■ The problem: Examine the records and identify each line that includes the string "nodes". Copy those lines.

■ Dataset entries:
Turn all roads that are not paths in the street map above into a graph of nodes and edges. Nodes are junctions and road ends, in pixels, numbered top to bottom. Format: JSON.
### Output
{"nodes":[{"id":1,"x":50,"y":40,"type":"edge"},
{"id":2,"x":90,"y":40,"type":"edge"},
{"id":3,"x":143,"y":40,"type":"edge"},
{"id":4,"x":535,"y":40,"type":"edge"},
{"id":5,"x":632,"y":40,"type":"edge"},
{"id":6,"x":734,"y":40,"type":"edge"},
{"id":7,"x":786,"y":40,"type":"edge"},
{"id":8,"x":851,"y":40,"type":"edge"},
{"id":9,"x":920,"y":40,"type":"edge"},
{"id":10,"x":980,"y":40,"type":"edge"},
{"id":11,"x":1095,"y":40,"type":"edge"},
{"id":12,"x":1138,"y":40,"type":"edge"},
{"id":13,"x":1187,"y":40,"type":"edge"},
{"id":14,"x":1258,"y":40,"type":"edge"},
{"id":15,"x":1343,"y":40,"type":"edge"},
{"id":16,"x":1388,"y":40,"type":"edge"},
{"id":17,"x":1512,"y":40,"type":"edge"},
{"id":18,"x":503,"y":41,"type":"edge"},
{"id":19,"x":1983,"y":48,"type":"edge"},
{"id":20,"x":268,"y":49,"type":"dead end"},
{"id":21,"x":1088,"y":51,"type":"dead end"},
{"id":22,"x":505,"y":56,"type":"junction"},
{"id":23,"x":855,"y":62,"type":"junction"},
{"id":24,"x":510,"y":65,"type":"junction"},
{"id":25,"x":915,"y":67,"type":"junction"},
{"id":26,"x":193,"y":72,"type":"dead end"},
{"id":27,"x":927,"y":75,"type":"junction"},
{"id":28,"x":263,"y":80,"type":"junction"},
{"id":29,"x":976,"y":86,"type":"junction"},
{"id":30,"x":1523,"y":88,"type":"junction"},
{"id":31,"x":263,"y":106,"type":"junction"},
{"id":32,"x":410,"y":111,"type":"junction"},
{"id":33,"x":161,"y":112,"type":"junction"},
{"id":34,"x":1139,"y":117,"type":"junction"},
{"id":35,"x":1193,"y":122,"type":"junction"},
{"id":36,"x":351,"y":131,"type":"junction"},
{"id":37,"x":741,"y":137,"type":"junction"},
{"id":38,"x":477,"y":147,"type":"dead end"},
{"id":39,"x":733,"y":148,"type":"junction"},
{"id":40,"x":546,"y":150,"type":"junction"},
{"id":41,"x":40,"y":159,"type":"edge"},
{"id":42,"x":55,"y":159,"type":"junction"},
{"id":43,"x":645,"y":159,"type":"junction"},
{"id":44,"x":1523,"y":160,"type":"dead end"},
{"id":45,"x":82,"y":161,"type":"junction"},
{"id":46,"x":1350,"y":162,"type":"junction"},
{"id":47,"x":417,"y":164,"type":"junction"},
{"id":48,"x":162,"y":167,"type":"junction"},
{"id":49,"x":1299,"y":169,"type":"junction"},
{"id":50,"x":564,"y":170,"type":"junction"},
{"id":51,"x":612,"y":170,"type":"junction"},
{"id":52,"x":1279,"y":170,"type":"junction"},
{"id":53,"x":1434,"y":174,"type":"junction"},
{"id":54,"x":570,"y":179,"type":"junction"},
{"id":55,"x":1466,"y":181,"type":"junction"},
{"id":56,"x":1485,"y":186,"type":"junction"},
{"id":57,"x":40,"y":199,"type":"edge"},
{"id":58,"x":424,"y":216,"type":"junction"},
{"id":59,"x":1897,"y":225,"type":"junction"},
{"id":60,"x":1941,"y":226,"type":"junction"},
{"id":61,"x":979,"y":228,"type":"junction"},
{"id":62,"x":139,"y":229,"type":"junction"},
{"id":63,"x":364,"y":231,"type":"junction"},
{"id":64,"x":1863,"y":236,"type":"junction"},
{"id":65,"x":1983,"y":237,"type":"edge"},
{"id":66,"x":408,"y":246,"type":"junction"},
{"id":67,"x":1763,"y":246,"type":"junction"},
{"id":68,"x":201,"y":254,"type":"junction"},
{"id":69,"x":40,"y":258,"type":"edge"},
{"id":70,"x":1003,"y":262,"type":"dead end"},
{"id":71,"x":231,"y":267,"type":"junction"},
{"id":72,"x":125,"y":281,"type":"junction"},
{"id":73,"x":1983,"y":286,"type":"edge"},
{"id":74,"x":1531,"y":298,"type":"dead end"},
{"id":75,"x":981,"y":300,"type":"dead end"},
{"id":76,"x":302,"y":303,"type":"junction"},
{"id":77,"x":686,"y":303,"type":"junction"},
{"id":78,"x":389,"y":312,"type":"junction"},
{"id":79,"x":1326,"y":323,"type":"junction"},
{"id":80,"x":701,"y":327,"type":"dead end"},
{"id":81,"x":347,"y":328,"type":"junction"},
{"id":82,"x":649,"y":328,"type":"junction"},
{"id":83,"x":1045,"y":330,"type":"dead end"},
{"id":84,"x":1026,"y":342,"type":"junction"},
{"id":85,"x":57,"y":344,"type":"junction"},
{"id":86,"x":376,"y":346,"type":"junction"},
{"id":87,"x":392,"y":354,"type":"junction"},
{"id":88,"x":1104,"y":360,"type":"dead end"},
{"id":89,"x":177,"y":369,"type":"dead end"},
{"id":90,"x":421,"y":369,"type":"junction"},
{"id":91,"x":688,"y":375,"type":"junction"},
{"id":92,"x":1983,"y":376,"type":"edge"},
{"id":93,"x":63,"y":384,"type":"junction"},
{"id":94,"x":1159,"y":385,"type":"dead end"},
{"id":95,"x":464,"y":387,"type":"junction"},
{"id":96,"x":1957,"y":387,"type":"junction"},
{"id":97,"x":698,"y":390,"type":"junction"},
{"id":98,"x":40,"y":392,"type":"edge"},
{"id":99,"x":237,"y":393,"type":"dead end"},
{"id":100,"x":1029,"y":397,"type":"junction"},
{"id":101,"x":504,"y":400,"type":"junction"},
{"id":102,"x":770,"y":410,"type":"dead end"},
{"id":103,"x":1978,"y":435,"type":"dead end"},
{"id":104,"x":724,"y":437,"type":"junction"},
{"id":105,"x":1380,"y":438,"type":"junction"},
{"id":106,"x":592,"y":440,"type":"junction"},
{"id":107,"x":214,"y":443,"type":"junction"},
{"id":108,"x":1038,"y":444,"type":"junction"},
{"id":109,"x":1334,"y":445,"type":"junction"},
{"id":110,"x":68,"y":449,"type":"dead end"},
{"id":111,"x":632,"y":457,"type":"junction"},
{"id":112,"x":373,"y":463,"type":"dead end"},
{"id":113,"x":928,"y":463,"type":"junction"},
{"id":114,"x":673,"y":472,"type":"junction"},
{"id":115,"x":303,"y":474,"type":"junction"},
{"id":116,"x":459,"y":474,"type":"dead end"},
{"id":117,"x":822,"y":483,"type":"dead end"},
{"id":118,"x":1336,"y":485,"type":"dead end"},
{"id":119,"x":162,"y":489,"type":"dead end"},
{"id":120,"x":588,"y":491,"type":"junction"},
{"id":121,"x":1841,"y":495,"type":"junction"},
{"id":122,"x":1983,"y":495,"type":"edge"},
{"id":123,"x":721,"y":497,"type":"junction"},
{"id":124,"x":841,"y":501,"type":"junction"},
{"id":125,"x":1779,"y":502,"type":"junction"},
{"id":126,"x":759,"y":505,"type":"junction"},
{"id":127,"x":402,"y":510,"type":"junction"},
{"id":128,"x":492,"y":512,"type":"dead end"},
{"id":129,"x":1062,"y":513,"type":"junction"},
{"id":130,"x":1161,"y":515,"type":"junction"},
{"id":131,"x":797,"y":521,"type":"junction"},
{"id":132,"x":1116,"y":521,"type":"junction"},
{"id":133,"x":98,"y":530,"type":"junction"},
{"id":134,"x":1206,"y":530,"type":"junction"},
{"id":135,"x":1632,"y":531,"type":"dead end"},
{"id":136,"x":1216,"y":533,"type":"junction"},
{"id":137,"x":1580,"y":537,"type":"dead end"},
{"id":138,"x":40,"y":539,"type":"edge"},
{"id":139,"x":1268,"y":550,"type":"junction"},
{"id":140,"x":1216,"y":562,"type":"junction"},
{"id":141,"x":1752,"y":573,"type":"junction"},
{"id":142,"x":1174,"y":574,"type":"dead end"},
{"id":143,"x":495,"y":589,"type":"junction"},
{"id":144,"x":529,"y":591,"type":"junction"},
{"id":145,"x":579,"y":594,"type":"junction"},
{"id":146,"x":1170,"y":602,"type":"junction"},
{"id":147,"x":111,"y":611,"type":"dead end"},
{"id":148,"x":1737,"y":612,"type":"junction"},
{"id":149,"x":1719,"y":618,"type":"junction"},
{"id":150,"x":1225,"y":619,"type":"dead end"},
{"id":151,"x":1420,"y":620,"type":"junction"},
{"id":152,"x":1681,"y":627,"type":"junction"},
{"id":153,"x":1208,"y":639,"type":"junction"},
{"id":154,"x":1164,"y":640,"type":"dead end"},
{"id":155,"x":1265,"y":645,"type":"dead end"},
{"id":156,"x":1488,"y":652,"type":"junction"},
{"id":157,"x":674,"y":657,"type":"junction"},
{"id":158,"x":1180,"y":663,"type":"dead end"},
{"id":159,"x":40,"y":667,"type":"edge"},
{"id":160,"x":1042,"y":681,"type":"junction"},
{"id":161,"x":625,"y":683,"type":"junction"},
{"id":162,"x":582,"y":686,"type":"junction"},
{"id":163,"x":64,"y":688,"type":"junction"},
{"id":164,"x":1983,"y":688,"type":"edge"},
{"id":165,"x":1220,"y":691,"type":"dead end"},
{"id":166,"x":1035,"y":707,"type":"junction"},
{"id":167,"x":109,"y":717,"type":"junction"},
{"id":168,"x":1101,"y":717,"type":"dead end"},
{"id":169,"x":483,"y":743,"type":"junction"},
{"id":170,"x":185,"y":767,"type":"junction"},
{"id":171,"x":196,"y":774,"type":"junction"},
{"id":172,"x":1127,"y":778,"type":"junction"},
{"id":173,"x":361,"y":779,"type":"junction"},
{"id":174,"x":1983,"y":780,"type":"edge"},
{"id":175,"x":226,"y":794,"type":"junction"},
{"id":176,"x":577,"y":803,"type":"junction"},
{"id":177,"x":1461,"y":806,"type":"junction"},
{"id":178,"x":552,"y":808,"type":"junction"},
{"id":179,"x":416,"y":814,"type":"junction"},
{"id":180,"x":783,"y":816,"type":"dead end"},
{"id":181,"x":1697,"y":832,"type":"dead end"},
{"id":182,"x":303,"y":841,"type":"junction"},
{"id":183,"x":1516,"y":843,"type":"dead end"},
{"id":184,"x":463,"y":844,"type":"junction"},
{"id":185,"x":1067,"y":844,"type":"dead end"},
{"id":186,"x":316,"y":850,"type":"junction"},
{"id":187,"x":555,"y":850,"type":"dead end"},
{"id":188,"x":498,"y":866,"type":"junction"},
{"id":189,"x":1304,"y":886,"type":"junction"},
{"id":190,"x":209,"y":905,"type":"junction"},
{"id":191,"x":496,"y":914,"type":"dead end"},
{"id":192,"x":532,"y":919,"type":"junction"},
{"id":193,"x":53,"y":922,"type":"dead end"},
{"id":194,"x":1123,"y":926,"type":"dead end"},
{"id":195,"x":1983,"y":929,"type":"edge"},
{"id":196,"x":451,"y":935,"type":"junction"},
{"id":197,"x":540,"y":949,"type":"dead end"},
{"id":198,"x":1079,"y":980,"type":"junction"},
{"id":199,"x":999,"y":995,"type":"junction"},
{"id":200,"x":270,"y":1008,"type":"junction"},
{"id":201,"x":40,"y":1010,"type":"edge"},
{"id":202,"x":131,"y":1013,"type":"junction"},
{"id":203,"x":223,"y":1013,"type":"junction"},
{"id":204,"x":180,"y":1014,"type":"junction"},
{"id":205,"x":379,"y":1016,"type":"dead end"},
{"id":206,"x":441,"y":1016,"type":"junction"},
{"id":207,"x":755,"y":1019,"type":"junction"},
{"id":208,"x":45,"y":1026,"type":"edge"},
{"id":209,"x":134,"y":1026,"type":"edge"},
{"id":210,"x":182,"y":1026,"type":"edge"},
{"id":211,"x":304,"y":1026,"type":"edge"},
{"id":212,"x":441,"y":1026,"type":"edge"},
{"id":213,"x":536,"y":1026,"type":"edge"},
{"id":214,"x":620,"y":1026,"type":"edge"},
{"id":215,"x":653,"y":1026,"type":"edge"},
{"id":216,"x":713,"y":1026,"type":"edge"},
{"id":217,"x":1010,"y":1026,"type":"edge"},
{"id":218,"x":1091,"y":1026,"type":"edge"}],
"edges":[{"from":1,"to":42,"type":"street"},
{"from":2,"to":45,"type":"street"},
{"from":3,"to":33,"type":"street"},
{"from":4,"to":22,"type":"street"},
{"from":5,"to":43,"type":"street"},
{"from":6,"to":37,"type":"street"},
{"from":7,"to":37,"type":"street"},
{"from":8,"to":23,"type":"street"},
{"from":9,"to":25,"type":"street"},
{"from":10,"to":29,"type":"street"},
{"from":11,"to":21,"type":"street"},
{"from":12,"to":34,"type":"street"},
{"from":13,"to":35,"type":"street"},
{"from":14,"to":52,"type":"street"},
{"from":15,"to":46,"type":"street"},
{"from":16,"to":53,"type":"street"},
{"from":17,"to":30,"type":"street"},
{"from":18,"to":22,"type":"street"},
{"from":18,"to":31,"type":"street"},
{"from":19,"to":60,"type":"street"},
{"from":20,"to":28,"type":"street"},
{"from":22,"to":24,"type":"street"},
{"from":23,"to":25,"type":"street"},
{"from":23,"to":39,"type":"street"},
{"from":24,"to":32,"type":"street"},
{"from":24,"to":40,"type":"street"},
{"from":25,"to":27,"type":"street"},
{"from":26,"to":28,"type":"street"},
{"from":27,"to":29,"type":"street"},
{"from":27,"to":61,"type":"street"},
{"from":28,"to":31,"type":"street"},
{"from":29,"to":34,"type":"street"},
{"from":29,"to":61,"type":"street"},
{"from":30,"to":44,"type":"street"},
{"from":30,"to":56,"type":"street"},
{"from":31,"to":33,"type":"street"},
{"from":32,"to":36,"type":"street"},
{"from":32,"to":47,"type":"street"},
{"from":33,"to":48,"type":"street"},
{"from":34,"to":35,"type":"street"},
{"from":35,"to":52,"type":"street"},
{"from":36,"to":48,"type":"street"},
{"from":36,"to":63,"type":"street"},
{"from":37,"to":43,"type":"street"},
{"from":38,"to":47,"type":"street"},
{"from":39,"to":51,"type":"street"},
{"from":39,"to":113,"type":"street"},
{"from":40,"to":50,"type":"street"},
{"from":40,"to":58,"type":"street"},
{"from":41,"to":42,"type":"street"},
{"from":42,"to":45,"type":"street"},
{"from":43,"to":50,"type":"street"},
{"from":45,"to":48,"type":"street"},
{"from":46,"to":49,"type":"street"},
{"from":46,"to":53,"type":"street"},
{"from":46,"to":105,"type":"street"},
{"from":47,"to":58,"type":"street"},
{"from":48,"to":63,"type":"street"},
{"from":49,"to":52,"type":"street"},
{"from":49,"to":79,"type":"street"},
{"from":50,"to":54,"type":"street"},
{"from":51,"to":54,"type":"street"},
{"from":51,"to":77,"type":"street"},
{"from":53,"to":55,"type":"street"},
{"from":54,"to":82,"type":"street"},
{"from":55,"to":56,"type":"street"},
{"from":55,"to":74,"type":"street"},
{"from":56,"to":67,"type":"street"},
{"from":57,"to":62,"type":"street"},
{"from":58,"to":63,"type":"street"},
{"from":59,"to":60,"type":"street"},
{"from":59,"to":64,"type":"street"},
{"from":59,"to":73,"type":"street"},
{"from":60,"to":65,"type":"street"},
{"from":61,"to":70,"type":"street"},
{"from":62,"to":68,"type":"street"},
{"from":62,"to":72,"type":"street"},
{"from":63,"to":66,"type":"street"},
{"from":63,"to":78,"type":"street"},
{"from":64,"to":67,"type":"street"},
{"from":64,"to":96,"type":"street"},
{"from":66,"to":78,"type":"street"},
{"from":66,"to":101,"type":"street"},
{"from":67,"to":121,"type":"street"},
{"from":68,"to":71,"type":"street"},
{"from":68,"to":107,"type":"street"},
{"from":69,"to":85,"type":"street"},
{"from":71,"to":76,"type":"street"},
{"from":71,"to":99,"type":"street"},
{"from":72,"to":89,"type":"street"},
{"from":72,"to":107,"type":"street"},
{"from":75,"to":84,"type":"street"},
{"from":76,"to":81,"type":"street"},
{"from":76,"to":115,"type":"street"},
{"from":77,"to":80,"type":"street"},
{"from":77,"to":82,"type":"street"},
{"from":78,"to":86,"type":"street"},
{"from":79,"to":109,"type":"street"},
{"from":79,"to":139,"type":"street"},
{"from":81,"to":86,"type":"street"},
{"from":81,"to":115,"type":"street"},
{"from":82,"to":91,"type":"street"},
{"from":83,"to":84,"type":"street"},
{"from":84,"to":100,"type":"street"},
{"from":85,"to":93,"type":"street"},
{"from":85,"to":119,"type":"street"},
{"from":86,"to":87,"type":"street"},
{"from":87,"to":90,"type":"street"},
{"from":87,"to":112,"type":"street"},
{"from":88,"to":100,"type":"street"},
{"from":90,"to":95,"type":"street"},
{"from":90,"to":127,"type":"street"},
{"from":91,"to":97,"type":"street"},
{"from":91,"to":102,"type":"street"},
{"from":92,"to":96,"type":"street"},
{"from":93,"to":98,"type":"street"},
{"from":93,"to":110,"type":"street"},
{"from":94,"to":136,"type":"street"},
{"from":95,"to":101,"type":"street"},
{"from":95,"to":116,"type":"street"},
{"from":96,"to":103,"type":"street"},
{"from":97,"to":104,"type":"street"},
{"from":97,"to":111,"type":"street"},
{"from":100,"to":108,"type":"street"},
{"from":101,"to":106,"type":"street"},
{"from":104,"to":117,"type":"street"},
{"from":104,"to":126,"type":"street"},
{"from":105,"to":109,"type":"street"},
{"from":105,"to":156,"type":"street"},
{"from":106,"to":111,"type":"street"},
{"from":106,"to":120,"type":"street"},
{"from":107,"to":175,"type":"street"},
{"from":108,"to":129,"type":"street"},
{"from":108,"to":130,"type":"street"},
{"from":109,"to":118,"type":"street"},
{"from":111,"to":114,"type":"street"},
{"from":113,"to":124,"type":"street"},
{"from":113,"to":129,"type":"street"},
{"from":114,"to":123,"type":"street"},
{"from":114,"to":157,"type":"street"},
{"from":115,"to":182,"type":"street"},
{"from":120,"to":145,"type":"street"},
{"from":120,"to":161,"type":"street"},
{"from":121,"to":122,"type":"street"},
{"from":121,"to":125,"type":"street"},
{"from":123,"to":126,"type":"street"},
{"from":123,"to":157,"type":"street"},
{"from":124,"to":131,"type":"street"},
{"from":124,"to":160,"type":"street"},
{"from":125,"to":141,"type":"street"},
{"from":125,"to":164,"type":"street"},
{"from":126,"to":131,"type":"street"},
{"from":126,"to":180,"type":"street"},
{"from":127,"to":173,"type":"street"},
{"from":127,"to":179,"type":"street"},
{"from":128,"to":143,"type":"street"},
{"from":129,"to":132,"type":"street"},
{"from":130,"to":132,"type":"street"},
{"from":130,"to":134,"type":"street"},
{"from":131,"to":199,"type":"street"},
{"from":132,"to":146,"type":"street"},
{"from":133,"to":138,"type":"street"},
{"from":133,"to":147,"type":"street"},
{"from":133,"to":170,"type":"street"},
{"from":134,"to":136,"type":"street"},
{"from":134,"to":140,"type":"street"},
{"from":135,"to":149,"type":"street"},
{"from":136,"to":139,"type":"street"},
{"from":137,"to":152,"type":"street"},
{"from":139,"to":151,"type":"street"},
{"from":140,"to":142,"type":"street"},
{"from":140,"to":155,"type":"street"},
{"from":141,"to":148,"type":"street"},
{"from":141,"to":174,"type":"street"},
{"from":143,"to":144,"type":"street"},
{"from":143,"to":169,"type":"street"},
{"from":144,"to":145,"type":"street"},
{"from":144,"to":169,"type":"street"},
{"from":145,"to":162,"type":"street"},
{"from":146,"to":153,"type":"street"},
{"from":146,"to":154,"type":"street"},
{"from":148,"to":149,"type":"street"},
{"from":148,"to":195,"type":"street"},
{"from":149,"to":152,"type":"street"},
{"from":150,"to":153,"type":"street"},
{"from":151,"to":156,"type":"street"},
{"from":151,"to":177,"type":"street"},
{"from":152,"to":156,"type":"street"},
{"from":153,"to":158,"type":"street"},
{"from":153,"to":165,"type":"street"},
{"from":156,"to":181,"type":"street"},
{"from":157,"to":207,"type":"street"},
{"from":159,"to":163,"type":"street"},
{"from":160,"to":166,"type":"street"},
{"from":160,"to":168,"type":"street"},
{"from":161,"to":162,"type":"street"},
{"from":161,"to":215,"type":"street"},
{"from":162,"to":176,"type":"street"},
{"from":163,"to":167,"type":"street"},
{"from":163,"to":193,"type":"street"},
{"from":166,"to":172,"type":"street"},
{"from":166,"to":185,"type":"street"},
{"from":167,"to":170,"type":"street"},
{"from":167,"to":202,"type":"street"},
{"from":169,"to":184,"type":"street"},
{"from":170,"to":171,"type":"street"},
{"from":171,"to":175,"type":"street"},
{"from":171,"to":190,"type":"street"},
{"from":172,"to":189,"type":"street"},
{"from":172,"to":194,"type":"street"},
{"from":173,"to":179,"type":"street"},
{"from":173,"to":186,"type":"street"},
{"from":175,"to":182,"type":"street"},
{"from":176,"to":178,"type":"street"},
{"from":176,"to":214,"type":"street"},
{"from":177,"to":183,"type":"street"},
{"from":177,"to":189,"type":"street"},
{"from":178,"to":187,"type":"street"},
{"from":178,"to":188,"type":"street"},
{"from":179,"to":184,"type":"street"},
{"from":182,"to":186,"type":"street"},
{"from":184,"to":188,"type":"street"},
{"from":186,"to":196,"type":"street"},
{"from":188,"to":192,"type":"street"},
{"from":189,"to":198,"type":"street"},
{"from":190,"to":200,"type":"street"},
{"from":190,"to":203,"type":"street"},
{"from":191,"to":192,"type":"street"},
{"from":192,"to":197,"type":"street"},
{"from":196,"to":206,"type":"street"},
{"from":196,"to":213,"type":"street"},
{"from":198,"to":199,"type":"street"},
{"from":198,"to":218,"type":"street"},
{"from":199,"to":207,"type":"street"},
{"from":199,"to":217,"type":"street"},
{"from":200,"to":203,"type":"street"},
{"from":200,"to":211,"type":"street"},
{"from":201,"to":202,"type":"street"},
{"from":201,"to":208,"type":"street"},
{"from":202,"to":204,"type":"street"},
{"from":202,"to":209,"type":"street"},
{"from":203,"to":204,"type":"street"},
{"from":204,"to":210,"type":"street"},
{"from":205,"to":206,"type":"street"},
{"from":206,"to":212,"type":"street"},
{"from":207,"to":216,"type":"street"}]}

■ Answer to this problem:
Turn all roads that are not paths in the street map above into a graph of nodes and edges. Nodes are junctions and road ends, in pixels, numbered top to bottom. Format: JSON.
{"nodes":[{"id":1,"x":50,"y":40,"type":"edge"},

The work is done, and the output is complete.